Adds Greene, who is a senior principal investigator at the NCI, “Surgery is the primary and best option for reducing the risk of ovarian cancer, and ROCA should only be considered as a promising but unproven option for patients who decide, against medical advice, to postpone their surgery.” Both investigators note that further research to identify a greater range of ovarian cancer biomarkers and improved imaging technologies is needed to help detect even more tumors at even earlier stages. Skates is leading a program to discover new biomarkers for early detection of ovarian cancer as part of NCI’s Early Detection Research Network.
Skates and Greene are co-lead authors of the Clinical Cancer Research report; and Dianne Finkelstein, PhD, MGH Biostatistics, and Karen Lu, MD, M.D. Anderson Cancer Center, are co-senior authors. Support for the study includes multiple grants from the National Cancer Institute to the Cancer Genetics Network, the Specialized Programs of Research Excellence, and the Early Detection Research Network, and support from the NCI Intramural Research Program.
Massachusetts General Hospital has co-licensed software implementing ROCA. Skates is on the scientific advisory board of SISCAPA Assay Technologies, a consultant for Abcodia, and has received a speaker honorarium from Astra-Zeneca.
The NCI Division of Cancer Epidemiology and Genetics (DCEG), home to the Clinical Genetics Branch, is a global leader in cancer epidemiology and genetics research. With its cadre of renowned epidemiologists, geneticists and biostatisticians, DCEG conducts population and multidisciplinary research to discover the genetic and environmental determinants of cancer and new approaches to cancer prevention. The DCG research portfolio informs biological concepts, clinical practice and public health policy.

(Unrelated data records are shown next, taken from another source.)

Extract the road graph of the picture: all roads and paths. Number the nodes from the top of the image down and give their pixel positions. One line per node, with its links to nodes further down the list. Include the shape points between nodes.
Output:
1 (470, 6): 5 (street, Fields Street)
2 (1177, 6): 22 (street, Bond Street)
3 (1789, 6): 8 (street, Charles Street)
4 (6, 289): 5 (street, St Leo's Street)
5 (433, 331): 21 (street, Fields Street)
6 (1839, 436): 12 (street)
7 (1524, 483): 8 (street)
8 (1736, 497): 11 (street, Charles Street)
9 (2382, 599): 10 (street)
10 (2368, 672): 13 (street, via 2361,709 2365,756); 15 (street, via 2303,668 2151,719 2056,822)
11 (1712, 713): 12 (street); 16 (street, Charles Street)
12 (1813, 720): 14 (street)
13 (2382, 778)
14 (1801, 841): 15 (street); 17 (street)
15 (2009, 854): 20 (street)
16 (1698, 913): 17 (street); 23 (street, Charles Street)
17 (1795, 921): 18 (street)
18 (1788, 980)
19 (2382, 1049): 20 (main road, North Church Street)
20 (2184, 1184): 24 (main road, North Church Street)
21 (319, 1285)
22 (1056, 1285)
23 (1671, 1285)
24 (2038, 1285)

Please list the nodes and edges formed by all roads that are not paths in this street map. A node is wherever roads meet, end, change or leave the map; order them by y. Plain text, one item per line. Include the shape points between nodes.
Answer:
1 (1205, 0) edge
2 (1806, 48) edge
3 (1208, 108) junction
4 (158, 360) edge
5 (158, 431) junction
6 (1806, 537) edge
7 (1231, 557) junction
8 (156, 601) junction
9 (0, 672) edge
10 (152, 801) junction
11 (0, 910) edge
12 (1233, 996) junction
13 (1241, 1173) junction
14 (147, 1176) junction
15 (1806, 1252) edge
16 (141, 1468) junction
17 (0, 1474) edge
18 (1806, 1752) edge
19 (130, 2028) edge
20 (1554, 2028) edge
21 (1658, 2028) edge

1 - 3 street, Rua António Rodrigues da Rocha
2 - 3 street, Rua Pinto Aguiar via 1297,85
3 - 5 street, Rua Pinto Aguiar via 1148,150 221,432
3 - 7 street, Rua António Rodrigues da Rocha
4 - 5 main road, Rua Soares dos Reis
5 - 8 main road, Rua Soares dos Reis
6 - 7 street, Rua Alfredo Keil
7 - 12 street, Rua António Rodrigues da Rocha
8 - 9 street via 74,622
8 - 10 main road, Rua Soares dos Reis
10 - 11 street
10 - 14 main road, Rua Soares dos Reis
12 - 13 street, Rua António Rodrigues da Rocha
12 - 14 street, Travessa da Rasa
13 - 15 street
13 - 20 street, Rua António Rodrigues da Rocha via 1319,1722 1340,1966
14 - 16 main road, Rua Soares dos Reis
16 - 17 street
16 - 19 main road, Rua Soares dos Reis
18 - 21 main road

Massachusetts General Hospital, founded in 1811, is the original and largest teaching hospital of Harvard Medical School. The MGH Research Institute conducts the largest hospital-based research program in the nation, with an annual research budget of more than $800 million and major research centers in HIV/AIDS, cardiovascular research, cancer, computational and integrative biology, cutaneous biology, human genetics, medical imaging, neurodegenerative disorders, regenerative medicine, reproductive biology, systems biology, photomedicine and transplantation biology. The MGH topped the 2015 Nature Index list of health care organizations publishing in leading scientific journals and earned the prestigious 2015 Foster G. McGaw Prize for Excellence in Community Service. In August 2016 the MGH was once again named to the Honor Roll in the U.S. News & World Report list of "America’s Best Hospitals."